About this task. Answer with a number only: how many lines of the data contain "Hudson"?

+++ Raw data +++

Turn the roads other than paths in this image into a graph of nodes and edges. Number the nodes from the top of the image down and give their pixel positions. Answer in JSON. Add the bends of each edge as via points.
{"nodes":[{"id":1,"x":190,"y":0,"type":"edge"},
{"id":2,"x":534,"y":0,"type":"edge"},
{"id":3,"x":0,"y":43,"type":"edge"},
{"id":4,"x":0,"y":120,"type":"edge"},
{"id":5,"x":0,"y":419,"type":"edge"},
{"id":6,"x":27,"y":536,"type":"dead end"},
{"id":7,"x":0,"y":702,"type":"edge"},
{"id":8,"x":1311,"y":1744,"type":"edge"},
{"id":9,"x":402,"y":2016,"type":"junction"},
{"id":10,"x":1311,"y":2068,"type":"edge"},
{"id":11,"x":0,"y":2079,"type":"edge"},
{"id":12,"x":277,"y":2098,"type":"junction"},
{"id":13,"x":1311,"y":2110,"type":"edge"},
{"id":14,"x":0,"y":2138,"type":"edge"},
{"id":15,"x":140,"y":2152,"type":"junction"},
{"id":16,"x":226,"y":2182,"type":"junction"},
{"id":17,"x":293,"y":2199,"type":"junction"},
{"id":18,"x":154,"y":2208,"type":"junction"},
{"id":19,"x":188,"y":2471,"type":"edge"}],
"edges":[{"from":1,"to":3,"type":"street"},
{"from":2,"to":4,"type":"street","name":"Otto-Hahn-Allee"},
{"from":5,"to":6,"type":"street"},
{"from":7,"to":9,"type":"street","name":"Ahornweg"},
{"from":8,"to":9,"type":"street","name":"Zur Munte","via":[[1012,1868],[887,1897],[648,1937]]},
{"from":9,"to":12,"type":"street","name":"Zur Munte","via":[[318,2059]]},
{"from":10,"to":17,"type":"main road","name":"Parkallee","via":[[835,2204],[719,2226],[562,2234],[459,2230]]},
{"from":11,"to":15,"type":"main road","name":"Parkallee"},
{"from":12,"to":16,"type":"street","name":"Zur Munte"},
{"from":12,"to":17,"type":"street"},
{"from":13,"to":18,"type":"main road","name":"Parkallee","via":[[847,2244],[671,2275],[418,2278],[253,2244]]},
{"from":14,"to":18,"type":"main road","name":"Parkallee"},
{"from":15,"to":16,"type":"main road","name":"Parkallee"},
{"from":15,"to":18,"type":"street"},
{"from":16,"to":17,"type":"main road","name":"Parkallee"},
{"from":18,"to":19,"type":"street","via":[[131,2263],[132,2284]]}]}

+++
+++ Raw data +++

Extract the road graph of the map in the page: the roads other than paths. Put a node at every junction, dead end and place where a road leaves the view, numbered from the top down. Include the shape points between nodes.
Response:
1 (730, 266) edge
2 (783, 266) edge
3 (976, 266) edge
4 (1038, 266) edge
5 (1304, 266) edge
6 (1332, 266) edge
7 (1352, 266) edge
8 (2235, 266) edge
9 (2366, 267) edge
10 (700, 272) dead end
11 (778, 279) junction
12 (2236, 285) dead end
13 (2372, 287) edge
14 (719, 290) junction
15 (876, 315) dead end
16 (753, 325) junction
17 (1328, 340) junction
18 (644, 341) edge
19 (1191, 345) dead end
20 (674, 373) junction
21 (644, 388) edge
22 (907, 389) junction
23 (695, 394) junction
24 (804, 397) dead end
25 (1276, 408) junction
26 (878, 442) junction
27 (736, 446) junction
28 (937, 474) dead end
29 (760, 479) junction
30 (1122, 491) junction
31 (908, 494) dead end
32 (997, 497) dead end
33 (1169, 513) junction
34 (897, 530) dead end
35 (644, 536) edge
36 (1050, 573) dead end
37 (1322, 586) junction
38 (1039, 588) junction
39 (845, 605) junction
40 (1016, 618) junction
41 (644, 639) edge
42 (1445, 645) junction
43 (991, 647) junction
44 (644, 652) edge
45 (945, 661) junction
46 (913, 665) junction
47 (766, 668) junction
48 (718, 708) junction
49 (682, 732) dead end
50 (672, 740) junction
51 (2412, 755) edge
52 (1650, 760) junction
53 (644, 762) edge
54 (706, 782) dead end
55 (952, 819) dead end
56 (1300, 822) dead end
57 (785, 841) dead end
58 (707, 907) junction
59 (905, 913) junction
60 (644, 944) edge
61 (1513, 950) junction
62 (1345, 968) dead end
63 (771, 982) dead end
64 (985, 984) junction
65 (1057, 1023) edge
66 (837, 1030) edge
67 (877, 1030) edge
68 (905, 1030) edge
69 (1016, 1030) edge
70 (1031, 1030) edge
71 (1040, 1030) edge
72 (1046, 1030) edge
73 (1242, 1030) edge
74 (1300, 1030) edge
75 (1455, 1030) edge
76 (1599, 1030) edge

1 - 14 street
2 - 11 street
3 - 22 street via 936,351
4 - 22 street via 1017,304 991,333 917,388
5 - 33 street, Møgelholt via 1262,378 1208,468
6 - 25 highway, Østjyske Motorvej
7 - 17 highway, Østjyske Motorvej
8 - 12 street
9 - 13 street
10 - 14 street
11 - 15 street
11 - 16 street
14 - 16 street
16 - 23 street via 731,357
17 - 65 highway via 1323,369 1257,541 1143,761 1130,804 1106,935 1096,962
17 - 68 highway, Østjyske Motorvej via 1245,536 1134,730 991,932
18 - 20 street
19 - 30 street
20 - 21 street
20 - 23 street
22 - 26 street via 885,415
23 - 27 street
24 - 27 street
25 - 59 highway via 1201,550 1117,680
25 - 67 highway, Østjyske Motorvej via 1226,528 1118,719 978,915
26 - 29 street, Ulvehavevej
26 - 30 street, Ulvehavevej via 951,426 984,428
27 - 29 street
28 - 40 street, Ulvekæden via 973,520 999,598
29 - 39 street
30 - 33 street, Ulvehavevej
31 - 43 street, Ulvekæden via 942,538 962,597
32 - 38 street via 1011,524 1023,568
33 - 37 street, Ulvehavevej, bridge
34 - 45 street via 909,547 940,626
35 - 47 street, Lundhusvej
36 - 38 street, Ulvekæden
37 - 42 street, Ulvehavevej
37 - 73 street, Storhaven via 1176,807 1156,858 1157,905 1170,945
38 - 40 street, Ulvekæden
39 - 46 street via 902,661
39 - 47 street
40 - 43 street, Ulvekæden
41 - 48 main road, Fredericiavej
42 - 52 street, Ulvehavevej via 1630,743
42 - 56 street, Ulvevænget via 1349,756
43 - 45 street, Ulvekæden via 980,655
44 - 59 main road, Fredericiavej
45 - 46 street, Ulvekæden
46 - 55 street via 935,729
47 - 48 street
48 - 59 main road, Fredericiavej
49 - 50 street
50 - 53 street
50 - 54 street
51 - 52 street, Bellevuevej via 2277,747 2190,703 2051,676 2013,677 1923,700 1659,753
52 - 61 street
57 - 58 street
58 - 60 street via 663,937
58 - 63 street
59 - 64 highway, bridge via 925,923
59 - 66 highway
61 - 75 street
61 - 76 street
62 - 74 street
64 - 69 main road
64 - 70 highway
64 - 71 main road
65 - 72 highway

+++
+++ Raw data +++

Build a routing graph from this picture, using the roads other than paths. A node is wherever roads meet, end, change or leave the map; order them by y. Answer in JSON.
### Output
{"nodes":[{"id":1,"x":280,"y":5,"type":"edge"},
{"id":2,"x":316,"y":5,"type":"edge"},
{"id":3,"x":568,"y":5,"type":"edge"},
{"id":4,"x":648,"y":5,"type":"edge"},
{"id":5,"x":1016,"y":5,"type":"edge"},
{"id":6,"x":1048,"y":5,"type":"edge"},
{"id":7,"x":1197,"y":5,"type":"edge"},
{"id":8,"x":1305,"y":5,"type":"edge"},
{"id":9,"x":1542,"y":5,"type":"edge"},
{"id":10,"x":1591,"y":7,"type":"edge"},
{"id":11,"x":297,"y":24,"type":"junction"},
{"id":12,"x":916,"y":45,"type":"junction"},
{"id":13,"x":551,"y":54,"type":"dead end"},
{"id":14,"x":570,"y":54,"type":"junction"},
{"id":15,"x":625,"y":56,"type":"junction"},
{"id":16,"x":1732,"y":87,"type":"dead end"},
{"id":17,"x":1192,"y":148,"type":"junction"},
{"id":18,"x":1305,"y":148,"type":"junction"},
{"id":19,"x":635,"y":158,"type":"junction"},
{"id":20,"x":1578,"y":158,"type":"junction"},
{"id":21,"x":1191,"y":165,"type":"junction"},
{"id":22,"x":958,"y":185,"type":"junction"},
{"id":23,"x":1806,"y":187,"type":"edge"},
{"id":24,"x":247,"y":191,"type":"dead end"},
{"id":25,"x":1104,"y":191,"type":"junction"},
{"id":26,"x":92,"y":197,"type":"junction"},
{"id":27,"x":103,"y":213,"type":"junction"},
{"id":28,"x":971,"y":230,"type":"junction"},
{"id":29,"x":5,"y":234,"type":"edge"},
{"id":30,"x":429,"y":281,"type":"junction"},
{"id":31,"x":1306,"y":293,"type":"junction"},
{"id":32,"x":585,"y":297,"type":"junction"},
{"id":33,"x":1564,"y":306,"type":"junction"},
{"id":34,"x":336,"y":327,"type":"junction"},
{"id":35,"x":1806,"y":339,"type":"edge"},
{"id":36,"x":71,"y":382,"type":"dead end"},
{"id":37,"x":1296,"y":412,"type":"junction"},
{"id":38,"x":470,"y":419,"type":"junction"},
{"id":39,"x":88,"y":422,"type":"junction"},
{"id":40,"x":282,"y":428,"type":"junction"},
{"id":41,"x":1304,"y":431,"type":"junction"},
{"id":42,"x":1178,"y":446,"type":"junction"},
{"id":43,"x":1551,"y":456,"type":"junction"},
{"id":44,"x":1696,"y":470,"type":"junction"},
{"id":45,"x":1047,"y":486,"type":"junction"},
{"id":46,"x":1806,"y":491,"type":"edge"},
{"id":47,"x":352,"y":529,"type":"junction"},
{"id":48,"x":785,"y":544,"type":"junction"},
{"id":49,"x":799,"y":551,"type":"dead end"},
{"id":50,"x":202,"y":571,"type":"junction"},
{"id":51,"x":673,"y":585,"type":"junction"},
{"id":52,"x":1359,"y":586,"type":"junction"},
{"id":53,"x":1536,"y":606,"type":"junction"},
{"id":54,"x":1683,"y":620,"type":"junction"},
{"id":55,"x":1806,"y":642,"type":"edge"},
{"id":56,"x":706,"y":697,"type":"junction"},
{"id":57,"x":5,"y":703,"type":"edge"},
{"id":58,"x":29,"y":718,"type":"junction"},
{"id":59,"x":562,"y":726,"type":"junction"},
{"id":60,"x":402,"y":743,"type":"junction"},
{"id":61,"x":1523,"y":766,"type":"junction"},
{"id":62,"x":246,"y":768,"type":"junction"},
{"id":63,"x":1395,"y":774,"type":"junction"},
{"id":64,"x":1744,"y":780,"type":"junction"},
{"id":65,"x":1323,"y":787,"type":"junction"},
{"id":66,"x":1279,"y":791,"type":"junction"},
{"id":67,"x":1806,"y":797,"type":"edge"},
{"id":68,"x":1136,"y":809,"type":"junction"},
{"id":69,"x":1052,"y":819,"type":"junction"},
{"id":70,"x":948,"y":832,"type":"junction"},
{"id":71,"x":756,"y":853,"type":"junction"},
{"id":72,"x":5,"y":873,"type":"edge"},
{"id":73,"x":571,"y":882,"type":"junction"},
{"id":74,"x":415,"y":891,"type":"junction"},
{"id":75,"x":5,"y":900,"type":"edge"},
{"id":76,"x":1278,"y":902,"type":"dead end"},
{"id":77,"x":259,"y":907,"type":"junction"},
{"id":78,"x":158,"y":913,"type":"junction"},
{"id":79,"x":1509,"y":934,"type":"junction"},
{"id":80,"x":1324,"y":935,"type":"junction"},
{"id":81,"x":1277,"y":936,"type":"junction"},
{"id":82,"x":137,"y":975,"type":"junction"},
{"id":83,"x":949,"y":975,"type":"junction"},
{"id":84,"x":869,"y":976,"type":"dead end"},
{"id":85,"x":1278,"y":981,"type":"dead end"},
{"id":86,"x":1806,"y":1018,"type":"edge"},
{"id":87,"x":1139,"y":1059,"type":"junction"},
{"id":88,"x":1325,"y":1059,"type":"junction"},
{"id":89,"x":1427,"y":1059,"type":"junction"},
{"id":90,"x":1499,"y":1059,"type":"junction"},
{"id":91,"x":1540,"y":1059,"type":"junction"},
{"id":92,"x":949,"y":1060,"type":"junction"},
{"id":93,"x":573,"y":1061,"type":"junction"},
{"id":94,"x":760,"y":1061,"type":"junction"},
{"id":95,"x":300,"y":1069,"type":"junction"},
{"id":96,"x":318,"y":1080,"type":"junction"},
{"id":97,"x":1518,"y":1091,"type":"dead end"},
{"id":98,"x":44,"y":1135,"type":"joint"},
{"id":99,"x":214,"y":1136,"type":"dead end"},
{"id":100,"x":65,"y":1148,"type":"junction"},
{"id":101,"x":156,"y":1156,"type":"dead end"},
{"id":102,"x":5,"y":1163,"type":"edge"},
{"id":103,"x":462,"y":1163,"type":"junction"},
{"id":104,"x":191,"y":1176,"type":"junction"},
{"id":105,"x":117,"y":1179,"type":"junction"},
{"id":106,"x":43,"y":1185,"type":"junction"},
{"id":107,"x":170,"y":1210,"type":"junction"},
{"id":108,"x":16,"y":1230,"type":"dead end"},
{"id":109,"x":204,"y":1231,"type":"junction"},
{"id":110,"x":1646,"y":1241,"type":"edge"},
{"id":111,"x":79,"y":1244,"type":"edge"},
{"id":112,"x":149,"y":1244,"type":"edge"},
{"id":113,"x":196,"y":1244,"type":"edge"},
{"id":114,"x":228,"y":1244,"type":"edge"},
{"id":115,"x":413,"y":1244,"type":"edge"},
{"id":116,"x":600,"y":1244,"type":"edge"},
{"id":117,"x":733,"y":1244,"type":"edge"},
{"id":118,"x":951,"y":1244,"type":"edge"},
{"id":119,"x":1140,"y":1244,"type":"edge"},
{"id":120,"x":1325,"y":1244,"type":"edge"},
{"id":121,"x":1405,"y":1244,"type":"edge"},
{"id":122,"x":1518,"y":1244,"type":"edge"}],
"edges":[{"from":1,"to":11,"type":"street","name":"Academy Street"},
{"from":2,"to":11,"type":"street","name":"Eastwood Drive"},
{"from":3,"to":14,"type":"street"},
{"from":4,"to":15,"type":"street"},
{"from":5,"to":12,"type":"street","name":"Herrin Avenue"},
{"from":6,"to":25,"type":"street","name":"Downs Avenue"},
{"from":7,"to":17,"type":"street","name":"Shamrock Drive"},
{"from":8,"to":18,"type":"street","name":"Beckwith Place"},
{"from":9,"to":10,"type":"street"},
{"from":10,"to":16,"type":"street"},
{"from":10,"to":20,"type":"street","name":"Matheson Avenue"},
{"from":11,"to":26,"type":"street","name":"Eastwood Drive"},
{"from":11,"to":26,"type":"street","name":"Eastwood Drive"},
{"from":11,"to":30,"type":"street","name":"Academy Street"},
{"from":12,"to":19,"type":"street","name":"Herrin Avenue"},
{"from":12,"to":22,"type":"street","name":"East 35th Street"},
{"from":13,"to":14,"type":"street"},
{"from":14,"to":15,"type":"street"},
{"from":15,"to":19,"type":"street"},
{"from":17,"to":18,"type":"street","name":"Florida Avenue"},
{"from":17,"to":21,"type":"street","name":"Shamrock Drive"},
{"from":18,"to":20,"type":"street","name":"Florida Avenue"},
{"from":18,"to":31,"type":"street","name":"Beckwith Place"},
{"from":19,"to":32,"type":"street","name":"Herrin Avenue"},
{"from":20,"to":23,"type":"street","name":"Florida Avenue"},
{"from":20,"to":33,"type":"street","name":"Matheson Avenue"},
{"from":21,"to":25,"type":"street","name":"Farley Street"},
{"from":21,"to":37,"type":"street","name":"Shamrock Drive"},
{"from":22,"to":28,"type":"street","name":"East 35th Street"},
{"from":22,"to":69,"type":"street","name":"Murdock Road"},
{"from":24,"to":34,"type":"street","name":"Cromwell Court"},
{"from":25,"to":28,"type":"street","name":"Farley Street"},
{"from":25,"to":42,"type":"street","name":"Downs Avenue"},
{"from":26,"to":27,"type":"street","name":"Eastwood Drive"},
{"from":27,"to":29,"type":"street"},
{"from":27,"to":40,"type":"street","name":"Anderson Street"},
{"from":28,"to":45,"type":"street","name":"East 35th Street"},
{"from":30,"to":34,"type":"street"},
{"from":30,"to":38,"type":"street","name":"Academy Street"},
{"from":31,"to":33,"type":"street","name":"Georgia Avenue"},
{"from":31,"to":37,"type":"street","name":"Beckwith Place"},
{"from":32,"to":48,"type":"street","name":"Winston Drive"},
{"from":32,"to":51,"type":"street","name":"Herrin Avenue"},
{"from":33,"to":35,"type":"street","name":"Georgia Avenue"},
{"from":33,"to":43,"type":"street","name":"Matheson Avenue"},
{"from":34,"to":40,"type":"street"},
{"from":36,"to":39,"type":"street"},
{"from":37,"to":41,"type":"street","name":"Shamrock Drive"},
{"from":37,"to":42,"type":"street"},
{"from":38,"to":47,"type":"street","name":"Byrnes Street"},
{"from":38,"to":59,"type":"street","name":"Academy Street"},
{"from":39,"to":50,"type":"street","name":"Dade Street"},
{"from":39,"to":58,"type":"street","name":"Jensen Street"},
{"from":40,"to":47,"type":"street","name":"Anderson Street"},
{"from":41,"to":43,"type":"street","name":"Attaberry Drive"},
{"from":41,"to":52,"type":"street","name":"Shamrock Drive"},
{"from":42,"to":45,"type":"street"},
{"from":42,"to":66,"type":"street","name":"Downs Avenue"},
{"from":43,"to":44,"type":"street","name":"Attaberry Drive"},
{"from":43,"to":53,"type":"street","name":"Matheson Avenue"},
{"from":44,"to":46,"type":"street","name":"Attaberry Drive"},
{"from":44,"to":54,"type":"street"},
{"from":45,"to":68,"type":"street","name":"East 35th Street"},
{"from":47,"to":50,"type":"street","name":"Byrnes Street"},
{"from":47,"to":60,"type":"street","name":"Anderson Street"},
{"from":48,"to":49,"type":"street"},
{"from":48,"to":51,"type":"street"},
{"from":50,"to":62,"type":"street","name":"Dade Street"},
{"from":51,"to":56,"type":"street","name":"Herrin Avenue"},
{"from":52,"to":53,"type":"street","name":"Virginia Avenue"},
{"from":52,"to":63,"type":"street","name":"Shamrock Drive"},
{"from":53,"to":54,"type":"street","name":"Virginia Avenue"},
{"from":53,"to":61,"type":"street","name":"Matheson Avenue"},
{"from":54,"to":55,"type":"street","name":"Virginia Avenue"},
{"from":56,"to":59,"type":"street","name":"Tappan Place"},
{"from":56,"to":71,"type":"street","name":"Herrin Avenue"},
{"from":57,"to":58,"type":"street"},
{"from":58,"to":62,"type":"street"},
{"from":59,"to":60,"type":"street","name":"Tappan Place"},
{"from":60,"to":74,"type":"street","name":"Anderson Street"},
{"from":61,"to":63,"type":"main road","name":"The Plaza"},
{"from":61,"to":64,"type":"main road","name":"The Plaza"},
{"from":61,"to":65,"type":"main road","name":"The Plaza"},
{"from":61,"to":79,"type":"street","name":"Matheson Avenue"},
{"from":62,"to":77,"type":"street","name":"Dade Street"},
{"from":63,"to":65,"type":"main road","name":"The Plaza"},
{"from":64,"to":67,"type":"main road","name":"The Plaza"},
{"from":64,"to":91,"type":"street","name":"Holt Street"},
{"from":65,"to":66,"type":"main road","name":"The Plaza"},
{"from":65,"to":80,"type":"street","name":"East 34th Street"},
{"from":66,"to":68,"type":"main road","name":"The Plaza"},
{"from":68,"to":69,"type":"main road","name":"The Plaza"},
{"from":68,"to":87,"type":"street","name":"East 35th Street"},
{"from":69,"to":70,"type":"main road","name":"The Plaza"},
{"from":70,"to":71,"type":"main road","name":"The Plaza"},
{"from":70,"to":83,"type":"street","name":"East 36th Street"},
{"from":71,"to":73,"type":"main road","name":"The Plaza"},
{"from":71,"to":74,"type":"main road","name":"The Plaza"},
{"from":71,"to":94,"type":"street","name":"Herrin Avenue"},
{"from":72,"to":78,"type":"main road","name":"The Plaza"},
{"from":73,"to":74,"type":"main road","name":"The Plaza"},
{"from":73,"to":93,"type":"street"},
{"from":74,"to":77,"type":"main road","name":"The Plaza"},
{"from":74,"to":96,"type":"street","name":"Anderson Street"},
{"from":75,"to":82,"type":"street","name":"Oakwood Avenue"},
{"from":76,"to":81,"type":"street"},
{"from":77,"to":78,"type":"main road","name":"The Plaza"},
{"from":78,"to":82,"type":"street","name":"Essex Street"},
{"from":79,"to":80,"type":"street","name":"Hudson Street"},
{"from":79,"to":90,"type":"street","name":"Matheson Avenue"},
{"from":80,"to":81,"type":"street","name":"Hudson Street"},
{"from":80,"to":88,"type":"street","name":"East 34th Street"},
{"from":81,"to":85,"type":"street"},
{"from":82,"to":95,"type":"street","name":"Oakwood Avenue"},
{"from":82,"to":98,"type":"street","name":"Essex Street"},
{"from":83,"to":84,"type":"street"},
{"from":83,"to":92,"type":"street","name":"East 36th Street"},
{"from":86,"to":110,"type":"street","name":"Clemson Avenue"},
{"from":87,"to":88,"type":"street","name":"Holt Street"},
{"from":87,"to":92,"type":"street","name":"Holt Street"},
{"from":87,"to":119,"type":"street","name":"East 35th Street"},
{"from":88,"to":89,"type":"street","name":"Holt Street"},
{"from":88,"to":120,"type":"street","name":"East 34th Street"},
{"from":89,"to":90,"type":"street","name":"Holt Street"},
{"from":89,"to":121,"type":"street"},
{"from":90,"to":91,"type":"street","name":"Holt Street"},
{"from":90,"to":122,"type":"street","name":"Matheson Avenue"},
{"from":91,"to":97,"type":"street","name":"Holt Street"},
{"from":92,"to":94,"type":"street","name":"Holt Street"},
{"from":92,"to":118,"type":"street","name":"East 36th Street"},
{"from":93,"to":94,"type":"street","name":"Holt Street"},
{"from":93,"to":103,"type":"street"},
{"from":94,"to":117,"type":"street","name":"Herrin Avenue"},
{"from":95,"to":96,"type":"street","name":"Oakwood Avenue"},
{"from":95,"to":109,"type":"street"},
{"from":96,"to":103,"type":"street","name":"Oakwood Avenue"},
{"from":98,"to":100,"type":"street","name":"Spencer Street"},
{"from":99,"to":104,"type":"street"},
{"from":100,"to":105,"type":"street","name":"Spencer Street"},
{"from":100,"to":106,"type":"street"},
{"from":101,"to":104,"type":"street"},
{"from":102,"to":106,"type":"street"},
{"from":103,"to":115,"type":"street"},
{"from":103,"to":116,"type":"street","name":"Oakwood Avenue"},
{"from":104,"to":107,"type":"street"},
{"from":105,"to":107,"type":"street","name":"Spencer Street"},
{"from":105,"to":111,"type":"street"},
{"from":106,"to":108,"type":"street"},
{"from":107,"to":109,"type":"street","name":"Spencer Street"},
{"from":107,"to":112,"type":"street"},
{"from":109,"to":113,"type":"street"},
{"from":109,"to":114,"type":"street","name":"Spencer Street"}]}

+++

Problem solution. 2